7. Insofar as the Fourth Respondent (acting on advice received from its legal representatives and / or experts who have signed the Confidentiality Undertaking), wish to challenge the classification of a particular document as a confidential document, the dispute in this regard will be referred to by the Fourth Respondent and the Applicant to a retired judge who will be appointed by the parties within 24 hours of a dispute being declared. The retired judge so appointed will act as an expert and not as an arbitrator; and will decide his / her own procedure, and whether or not evidence and argument is required and if so how it is to be presented. His / her decision on either of these issues will be final and binding on the parties. If the parties cannot agree to the identity of the retired judge to be appointed within 24 hours, the Chairperson of the Johannesburg Bar shall be required to make such an appointment and shall be requested to do so on an urgent basis. The determination of the dispute will be treated by the parties and the expert as an urgent matter. Any issues concerning the interpretation and / or application of the Confidentiality Undertaking which may arise shall be referred to the retired judge on the same basis.


8. All submissions to the Minister making reference to the Confidential Portion of the Record will be treated confidentially by the Fourth Respondent and submissions will be treated in the same vein as the Confidential Portion of the Record.


9. Costs of two counsel from 15 July 2022 to the date of hearing (including the date of hearing) are to be paid by the Applicant to the Fourth Respondent on a party and party scale”


And the attached Confidentiality Undertaking referred to in paragraph 5.


In terms of the Court Order under the above case number dated 29 August 2022 (“the Order”):


1. I, the undersigned _______________ hereby confirm that I am a ______________ engaged by the Fourth Respondent in the proceedings instituted by the Applicant in the High Court of South Africa, Gauteng Division, Pretoria under case No: 10531/2022.


2. Accordingly, in dealing with the Confidential Portion of the Record (as defined in the Order) I undertake:


2.1 To keep the Confidential information provided to me strictly confidential, as it is not generally available or known to others;


2.2 Not to use, exploit, permit the use of, in any manner whatsoever, or apply, the Confidential Portion of the Record disclosed to me pursuant to the provisions of this undertaking for any purpose whatsoever other than for the purpose for which it was disclosed, being these proceedings (including any litigation which may be brought in relation thereto);


2.3 Not to (in any manner or form, or to any extent whatsoever) divulge, or cause the Confidential Portion of the Record to be divulged to any person, including the Fourth Respondent or any of its employees; office bearers or officials or directors and/or other participants in these proceedings.

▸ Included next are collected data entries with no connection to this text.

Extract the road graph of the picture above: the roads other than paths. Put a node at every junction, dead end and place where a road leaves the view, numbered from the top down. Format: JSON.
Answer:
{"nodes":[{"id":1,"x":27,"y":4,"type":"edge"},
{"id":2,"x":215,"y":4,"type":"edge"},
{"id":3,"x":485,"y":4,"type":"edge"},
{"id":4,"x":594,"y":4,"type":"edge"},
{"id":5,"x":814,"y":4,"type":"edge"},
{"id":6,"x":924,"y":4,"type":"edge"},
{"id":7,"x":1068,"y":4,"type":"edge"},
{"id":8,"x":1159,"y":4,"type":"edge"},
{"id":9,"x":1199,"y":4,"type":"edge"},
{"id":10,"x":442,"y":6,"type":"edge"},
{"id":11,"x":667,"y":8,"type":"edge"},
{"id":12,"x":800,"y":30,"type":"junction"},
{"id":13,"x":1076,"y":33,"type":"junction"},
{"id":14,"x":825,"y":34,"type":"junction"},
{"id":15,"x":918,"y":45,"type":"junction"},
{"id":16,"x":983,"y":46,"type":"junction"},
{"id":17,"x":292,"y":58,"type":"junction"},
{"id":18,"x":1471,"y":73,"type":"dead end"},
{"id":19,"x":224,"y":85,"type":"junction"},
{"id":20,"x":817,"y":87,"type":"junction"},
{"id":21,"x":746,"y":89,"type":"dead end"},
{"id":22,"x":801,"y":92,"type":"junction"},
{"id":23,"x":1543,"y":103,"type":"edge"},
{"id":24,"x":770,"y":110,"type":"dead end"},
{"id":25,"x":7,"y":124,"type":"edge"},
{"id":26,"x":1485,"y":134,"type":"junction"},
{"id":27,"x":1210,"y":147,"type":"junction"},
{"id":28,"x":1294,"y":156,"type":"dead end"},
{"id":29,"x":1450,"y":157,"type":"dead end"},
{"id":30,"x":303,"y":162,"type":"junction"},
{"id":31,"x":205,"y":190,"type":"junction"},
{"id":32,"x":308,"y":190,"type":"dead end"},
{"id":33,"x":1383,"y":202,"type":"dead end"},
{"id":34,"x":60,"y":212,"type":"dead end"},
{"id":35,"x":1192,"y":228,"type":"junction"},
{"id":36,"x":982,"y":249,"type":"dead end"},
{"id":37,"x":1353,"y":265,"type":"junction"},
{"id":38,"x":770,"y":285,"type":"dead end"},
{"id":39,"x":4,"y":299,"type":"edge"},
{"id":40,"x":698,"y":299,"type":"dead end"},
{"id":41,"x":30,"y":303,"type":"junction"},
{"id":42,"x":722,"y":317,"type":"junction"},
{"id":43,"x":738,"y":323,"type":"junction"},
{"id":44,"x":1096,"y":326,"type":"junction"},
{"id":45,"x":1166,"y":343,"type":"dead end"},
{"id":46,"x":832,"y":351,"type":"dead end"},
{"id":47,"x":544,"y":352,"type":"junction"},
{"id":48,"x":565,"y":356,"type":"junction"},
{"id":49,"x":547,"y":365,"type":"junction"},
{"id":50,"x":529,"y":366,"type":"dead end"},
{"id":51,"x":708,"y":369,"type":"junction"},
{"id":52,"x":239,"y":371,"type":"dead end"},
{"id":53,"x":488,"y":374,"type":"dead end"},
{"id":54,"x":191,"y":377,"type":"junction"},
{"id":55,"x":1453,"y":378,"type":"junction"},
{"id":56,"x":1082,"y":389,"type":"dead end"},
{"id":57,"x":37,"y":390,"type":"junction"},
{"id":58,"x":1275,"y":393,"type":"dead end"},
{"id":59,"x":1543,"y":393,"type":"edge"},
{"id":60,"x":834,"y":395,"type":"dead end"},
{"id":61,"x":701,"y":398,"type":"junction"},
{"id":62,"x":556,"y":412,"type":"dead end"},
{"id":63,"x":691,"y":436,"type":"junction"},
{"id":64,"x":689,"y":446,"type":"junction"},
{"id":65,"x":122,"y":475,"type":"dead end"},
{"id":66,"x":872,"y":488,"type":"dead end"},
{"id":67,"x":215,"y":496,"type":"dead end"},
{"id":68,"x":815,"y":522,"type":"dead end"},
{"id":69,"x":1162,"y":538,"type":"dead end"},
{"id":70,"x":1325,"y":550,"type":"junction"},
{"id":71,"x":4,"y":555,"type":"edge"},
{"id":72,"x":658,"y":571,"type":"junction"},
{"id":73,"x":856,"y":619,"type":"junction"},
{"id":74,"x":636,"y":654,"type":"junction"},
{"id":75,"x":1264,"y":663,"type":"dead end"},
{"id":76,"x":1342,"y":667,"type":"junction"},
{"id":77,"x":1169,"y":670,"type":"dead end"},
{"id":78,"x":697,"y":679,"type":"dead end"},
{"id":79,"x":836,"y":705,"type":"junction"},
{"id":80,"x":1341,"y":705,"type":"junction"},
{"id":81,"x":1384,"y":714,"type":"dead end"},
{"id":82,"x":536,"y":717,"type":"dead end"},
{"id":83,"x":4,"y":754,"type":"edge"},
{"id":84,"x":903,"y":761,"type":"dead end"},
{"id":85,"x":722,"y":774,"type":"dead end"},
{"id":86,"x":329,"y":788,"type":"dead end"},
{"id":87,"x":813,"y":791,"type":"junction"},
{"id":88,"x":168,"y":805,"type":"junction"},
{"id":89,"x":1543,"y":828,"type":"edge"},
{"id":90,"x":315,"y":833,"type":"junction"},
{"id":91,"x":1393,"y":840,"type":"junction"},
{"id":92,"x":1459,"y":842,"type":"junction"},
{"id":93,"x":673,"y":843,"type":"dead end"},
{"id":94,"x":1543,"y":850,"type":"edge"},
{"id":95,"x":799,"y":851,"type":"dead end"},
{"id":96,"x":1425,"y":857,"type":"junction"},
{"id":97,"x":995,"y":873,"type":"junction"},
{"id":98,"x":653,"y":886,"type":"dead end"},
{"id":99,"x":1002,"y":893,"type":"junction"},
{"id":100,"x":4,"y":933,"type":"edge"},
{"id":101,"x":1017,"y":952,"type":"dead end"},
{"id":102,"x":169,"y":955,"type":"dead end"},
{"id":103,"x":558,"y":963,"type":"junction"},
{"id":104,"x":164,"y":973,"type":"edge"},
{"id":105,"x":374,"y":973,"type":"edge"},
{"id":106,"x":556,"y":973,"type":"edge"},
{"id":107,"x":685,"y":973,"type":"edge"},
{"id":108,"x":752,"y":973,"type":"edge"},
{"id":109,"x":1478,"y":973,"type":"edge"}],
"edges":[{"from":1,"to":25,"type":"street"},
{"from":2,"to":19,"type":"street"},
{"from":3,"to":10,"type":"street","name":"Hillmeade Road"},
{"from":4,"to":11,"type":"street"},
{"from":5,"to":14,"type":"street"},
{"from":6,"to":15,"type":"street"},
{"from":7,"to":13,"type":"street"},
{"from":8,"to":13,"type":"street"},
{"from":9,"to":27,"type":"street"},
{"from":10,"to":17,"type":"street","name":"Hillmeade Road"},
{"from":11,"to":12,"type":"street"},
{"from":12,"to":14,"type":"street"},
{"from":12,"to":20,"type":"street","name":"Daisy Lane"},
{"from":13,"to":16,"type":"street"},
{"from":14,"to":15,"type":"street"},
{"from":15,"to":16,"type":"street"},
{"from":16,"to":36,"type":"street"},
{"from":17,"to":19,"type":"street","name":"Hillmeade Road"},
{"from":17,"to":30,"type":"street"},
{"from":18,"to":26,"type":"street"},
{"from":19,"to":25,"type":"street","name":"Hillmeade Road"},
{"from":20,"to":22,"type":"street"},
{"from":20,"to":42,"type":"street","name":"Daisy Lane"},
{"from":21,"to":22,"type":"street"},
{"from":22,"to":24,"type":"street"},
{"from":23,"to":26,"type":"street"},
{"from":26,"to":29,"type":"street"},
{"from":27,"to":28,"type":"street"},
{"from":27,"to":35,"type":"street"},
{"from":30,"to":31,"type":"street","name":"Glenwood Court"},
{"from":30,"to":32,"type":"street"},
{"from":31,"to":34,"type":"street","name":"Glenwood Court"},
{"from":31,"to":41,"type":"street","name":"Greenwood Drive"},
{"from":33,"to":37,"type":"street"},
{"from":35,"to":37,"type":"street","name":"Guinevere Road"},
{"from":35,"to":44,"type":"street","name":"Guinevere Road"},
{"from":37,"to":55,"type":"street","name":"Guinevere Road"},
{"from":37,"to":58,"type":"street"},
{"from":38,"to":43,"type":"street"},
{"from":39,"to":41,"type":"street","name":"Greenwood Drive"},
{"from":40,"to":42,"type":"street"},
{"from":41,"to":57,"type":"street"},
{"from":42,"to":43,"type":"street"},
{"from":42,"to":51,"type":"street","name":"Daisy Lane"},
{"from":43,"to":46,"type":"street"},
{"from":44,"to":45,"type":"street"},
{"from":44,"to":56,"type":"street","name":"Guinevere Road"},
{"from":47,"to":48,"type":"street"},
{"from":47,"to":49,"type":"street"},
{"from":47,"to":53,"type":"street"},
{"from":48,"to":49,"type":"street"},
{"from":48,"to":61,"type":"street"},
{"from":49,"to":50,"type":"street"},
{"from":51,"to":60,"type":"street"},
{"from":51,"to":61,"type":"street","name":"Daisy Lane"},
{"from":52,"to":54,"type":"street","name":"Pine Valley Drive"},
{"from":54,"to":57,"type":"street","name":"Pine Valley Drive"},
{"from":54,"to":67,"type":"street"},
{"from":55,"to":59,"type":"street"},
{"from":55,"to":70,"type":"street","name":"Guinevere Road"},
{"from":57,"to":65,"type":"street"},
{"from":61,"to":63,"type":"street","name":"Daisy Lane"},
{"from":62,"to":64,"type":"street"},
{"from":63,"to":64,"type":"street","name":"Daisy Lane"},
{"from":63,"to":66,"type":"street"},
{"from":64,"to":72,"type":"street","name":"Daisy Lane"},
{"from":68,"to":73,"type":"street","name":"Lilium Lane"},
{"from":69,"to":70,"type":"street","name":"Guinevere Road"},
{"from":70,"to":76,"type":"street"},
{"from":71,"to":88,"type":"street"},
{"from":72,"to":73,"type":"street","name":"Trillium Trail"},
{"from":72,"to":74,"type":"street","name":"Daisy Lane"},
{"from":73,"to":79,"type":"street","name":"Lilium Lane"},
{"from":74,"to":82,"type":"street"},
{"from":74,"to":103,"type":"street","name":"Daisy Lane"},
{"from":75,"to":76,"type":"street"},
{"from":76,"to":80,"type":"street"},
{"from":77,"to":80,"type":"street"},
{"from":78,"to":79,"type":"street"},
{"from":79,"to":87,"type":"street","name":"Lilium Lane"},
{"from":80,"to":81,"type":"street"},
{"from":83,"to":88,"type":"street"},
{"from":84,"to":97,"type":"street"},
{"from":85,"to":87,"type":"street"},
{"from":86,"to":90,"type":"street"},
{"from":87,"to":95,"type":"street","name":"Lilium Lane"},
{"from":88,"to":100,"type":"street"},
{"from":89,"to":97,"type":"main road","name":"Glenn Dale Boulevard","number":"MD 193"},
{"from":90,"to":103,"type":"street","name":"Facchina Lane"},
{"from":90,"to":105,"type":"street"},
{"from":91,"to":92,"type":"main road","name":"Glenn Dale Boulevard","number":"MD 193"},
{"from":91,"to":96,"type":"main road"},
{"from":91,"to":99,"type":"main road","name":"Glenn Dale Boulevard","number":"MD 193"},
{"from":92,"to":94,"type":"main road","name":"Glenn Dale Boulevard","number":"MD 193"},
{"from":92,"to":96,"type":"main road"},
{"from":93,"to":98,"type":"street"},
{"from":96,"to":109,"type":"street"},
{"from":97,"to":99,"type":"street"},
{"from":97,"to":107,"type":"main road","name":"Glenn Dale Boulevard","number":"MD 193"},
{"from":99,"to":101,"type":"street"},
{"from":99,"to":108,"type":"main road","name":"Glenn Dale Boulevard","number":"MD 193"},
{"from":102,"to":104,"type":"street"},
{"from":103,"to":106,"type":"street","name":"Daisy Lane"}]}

2.4 To at all times keep the Confidential Portion of the Record, together with all notes, summaries and/or annotations thereon for purposes of these proceedings (including any appeal), in a safe place and to ensure that it is not available or accessible to any unauthorized persons; and


2.5 At the conclusion of these proceedings (and any related appeal or review), to destroy all documentation, including without limitation, copies, notes, CDs or other electronic formats, containing the Confidential Portion of the Record, in my possession and thereafter notify the Applicant’s attorneys accordingly.”


10. Transasia 444, dissatisfied that the recission of the order of 28 June 2022 had not been granted, then lodged an application for leave to appeal the granting of the order on 29 August 2022.

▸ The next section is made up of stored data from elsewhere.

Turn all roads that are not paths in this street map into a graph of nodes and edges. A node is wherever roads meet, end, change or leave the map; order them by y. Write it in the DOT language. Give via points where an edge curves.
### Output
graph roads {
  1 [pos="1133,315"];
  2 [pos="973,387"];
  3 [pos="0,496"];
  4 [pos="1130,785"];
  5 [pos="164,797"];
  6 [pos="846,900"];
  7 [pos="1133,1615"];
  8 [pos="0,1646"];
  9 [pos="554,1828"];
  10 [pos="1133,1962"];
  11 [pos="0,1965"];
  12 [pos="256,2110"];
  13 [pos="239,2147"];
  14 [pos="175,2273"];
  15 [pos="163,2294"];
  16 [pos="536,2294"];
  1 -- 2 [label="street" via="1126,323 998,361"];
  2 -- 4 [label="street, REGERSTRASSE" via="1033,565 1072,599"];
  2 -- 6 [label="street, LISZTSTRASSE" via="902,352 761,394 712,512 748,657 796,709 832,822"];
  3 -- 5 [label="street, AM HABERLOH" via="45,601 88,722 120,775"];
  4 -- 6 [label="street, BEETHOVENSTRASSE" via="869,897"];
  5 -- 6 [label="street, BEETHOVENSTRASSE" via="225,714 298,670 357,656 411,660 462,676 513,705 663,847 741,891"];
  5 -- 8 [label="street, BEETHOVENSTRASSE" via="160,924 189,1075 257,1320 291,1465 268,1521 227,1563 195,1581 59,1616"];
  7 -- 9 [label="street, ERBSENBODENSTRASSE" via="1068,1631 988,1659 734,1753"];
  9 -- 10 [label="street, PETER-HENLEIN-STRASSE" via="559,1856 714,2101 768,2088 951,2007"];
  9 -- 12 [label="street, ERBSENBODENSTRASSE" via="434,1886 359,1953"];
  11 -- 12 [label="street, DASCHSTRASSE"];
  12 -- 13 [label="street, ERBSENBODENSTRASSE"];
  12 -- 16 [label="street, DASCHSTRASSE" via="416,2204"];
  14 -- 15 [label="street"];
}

11. The application was followed by a number of further applications – on the part of Umsobomvu an application in terms of s 18(3) of the Superior Courts Act and in the alternative an application to hold the respondents in contempt for failure to comply with the order of 28 June 2022. An application was also brought by Transasia Minerals (Pty) Ltd (“Transasia Minerals”) to intervene in the present proceedings.


12. For expedience I indicated that I would hear the application for intervention and the application for leave to appeal and it is these two applications that are the subject matter of this judgment.


13. Insofar as any of the other applications may require hearing in due course, these must be set down in accordance with the usual practice.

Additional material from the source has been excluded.